* [Task objective]:
Among the lines listed below, count those that include the string "word", and state only the count.
________________
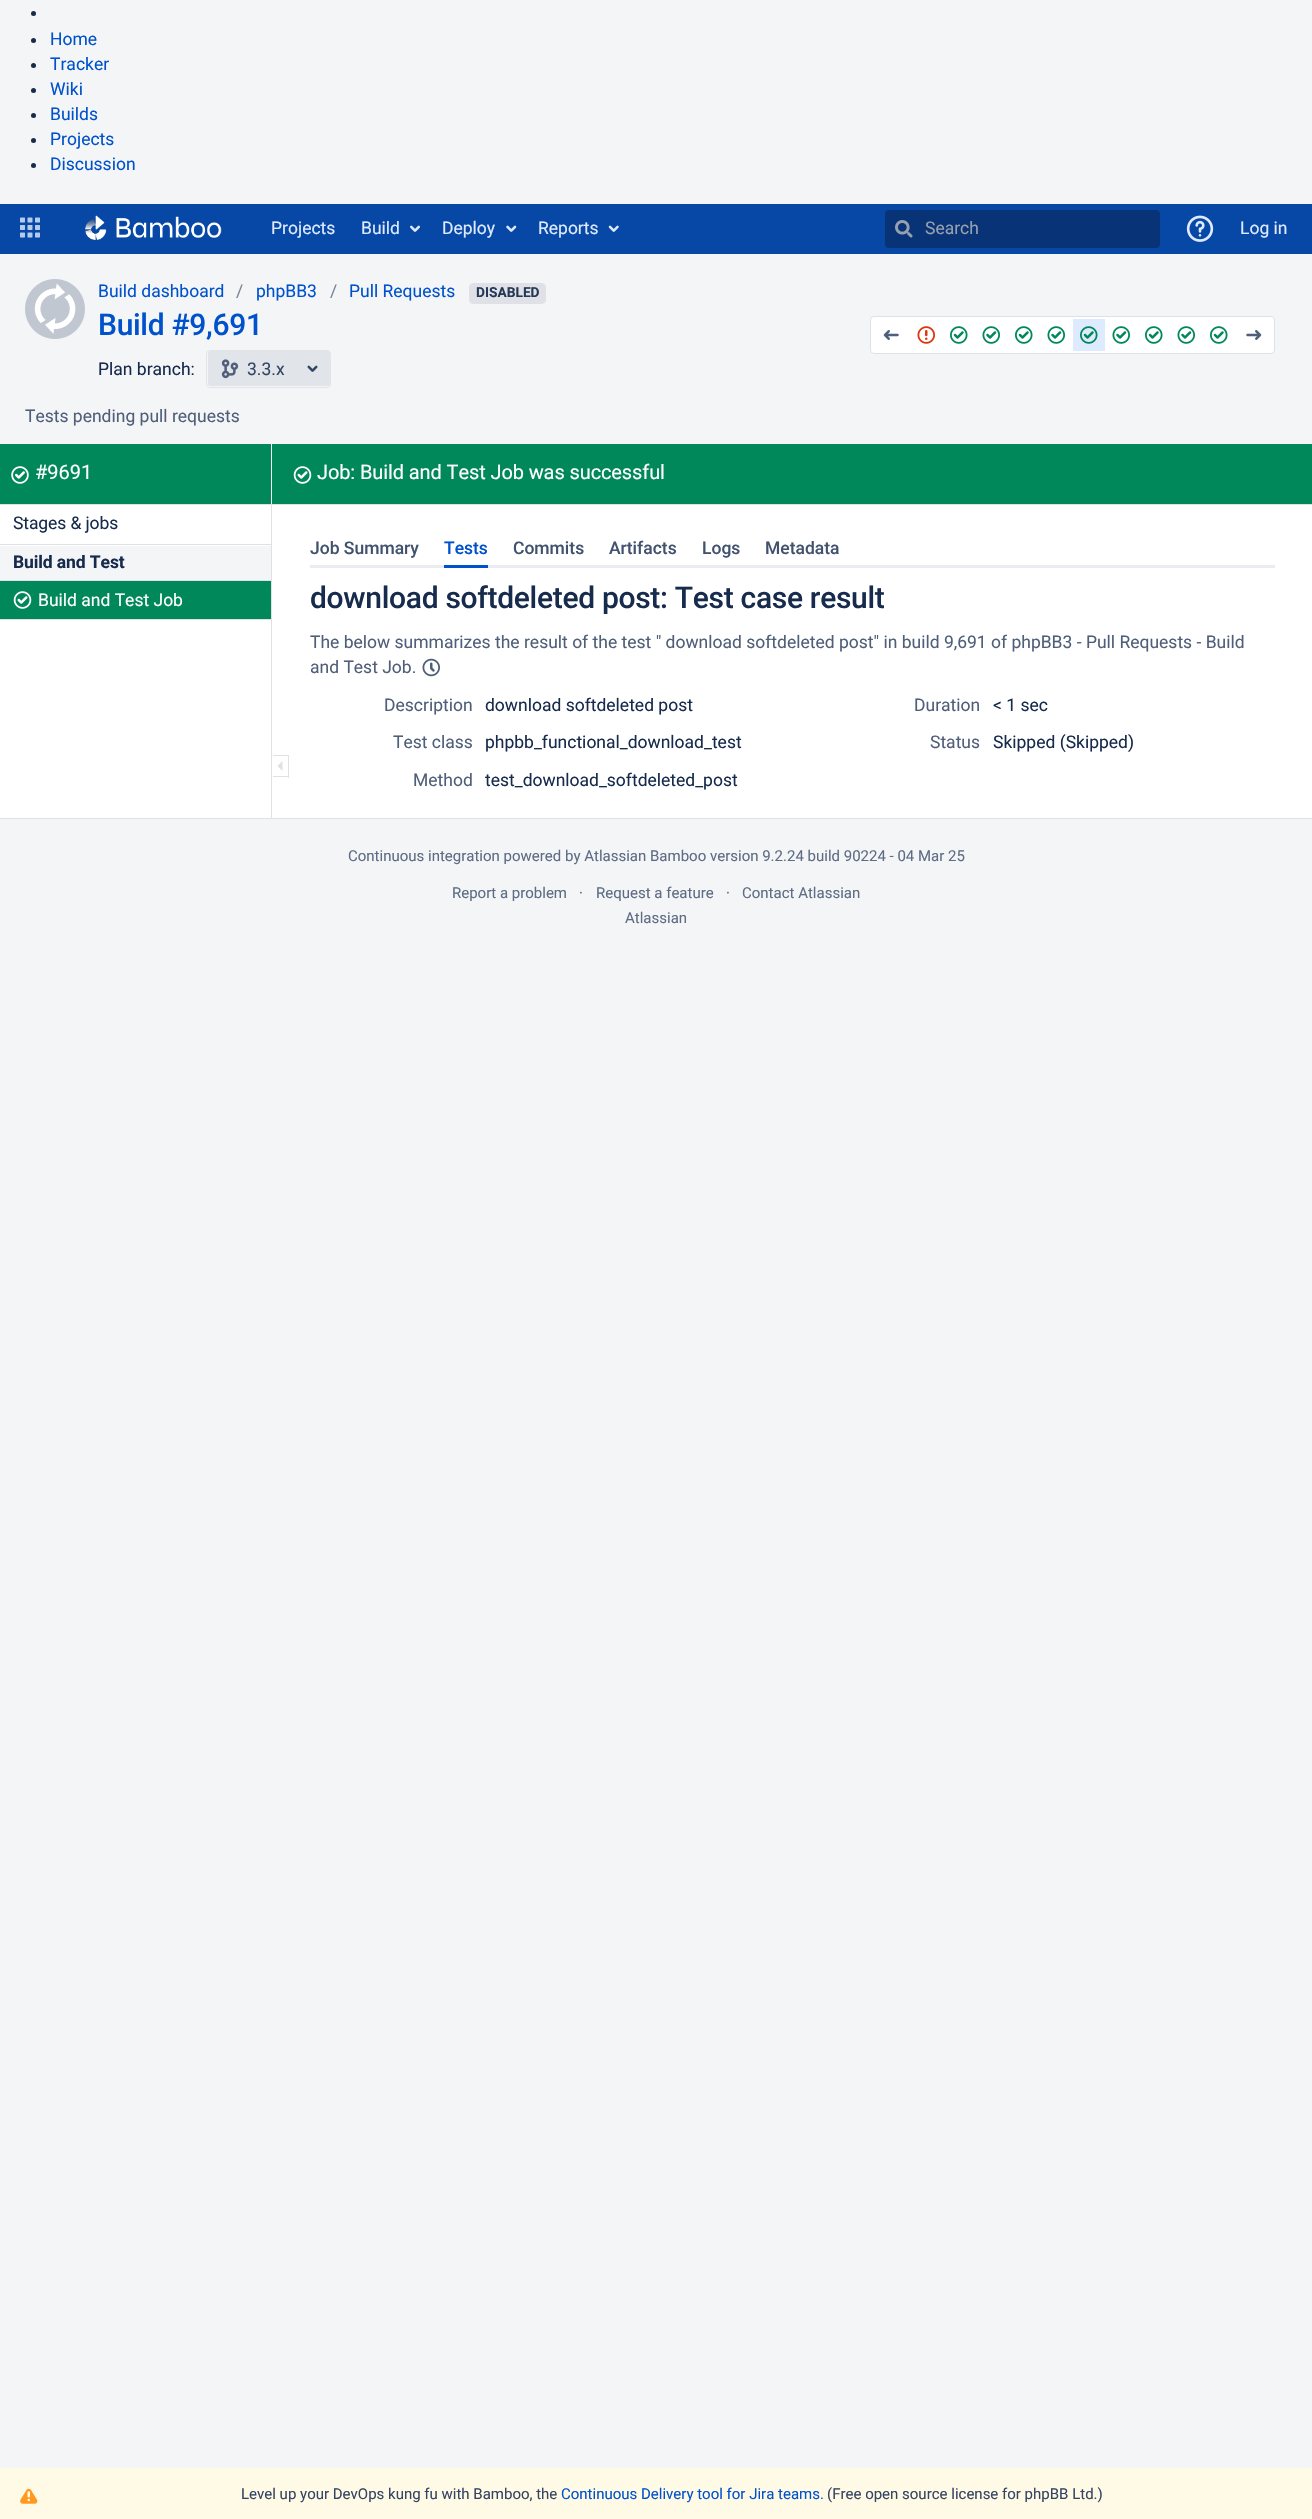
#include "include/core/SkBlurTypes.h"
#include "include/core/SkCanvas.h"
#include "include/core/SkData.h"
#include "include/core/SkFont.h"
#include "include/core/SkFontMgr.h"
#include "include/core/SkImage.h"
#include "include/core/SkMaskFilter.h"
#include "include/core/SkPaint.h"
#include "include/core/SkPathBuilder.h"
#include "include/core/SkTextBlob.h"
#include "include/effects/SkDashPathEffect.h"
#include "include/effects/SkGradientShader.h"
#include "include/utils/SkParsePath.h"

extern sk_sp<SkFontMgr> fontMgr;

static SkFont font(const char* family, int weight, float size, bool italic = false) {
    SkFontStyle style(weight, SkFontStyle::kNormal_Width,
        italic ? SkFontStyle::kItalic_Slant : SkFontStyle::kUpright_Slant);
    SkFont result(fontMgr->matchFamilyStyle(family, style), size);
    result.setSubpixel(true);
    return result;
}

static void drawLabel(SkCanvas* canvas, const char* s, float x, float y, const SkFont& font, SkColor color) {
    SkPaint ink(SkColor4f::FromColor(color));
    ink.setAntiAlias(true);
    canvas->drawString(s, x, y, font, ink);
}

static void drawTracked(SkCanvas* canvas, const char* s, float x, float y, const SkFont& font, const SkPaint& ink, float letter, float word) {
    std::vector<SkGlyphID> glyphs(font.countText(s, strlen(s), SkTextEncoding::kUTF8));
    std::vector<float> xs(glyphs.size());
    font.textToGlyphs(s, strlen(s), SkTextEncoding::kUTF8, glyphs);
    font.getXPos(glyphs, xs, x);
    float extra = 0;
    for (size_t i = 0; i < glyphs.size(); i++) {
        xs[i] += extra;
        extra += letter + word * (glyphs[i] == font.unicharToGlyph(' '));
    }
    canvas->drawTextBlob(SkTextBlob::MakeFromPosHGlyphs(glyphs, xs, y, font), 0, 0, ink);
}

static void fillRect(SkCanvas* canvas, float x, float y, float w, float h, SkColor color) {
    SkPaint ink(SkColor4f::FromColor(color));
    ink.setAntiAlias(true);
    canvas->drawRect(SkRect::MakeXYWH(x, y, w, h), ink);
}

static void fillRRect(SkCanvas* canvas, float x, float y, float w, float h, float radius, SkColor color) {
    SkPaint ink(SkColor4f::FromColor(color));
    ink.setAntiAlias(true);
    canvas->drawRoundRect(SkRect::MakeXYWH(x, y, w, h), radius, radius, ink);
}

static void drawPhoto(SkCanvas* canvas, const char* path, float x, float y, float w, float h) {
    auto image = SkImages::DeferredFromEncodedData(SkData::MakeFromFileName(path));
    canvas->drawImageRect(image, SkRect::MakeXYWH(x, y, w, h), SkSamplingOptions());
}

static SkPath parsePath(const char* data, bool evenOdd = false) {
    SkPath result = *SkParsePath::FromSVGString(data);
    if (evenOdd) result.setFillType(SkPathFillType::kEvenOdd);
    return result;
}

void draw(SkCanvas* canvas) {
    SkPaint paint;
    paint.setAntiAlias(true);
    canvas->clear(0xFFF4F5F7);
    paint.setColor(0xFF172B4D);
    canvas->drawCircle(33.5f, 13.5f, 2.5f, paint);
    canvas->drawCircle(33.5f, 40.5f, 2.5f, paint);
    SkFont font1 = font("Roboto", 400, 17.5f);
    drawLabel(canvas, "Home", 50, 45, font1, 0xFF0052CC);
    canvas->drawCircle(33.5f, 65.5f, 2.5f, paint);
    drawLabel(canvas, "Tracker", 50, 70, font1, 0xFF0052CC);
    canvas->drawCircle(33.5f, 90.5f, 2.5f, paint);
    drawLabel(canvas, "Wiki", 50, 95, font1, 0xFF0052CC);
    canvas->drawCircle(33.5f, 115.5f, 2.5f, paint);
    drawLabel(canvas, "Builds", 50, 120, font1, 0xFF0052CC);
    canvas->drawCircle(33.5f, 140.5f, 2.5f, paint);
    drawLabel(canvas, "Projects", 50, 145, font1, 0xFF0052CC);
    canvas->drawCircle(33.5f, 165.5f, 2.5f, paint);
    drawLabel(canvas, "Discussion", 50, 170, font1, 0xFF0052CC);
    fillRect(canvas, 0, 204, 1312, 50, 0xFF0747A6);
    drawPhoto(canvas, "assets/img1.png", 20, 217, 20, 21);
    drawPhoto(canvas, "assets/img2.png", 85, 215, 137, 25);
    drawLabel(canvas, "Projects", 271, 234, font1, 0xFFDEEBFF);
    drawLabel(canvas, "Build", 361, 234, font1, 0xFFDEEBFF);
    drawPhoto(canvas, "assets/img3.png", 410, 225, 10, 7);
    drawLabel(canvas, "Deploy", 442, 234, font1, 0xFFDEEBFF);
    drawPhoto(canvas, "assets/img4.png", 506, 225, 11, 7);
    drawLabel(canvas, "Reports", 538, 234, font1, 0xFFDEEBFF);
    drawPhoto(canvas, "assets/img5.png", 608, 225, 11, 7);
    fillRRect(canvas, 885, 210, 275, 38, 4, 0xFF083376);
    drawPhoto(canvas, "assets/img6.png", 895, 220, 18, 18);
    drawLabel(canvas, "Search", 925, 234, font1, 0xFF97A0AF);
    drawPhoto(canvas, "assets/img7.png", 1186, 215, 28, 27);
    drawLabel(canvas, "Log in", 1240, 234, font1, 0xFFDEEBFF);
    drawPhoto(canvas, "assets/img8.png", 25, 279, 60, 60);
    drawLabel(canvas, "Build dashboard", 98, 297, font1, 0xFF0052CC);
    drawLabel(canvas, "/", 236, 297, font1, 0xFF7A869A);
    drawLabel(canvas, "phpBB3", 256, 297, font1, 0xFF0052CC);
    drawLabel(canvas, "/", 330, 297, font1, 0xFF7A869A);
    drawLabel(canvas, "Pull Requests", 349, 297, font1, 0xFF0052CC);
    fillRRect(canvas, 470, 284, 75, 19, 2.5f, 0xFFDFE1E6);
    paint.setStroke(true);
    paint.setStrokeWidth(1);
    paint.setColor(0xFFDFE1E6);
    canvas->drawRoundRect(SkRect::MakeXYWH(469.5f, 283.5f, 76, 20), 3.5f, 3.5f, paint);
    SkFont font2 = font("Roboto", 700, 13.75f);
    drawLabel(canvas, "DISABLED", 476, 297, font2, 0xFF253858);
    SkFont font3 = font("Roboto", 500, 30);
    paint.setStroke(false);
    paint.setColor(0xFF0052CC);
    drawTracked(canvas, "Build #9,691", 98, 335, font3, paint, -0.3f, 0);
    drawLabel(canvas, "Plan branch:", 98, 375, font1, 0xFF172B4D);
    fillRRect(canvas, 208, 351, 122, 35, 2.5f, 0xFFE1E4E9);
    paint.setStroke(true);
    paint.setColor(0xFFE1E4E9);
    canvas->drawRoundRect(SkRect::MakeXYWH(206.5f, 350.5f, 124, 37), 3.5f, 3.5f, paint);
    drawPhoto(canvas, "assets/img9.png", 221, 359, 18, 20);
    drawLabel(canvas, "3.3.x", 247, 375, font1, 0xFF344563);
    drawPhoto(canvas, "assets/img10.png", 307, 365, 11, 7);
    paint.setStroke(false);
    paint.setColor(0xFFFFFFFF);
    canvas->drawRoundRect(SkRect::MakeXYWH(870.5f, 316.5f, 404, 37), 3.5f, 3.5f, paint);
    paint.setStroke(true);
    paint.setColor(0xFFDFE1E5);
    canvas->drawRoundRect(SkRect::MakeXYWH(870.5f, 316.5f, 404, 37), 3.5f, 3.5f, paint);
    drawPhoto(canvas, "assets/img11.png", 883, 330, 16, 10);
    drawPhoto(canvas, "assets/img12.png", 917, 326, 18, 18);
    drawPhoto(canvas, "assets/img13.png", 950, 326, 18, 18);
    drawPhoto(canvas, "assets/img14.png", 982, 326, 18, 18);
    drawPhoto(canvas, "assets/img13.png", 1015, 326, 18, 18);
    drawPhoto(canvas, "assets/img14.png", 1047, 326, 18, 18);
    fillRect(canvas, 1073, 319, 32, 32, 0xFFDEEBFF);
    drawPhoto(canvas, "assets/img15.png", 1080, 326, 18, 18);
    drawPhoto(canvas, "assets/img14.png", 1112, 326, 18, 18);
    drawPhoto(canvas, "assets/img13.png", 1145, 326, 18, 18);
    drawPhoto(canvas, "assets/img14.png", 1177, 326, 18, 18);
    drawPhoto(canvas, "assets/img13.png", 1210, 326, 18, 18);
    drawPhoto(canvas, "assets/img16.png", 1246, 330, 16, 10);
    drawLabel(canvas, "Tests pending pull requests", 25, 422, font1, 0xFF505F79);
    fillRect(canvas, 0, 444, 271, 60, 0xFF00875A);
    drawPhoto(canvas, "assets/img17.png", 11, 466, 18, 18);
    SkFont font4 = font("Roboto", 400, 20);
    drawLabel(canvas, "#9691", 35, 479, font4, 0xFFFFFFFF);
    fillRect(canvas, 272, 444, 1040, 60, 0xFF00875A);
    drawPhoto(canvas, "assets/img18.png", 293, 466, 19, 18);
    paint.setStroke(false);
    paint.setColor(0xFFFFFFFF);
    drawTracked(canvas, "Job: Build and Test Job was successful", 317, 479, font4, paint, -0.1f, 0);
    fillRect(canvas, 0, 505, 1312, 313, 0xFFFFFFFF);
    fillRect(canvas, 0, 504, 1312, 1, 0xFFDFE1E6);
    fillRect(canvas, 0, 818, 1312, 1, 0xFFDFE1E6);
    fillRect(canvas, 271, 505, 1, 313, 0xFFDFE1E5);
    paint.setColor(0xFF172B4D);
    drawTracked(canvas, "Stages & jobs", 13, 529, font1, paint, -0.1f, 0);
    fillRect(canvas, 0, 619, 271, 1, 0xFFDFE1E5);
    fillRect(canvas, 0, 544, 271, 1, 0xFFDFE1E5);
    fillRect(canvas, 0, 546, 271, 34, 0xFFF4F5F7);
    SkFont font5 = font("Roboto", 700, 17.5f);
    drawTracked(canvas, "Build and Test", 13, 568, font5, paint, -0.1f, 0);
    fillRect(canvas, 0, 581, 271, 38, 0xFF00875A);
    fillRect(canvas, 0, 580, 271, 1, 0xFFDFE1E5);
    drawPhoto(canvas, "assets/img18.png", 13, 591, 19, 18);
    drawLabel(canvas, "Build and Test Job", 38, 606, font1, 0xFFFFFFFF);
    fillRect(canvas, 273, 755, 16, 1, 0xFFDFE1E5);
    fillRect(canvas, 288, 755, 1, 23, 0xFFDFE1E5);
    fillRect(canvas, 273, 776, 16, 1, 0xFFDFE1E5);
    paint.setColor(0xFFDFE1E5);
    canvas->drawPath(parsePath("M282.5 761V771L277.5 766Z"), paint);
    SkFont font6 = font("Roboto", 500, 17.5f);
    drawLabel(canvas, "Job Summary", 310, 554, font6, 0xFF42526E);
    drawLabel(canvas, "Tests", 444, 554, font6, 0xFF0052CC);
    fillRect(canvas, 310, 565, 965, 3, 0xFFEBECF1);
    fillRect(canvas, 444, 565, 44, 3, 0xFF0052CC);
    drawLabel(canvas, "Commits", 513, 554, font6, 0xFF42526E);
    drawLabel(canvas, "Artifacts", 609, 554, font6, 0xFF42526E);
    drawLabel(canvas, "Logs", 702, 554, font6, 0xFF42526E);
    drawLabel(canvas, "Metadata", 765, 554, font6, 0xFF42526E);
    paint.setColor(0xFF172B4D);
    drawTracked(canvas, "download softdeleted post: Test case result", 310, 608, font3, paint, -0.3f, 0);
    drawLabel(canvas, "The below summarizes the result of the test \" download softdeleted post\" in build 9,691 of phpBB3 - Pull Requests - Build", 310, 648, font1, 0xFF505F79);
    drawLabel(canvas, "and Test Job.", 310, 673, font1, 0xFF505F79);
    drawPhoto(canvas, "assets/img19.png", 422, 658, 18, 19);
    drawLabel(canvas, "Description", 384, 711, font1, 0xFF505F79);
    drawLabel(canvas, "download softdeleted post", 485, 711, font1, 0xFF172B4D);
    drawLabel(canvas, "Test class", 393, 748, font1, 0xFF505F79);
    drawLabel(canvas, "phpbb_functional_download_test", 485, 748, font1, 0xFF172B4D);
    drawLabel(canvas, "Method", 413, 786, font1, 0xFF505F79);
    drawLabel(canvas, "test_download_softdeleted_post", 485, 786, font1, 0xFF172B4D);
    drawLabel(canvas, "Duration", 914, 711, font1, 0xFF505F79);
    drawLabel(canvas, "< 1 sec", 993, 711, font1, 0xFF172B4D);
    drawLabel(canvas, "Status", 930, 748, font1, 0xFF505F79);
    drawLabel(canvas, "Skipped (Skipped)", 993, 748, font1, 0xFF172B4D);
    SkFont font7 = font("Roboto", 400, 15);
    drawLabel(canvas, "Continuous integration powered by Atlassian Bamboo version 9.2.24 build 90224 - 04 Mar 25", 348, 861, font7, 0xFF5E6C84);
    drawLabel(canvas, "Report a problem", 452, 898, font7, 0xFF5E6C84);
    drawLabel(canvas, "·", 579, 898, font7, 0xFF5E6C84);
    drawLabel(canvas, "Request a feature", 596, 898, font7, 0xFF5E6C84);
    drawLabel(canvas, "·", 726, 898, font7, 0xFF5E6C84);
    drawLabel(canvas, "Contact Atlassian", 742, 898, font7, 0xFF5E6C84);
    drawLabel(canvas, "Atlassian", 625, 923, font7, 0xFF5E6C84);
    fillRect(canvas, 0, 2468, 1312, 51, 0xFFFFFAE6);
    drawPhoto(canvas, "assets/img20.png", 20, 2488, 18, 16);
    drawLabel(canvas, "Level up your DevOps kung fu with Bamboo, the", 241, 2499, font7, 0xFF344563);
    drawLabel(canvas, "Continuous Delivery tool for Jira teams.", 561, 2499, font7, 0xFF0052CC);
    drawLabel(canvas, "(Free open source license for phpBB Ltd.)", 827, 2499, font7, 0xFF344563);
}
________________
* [Response to the task]:
2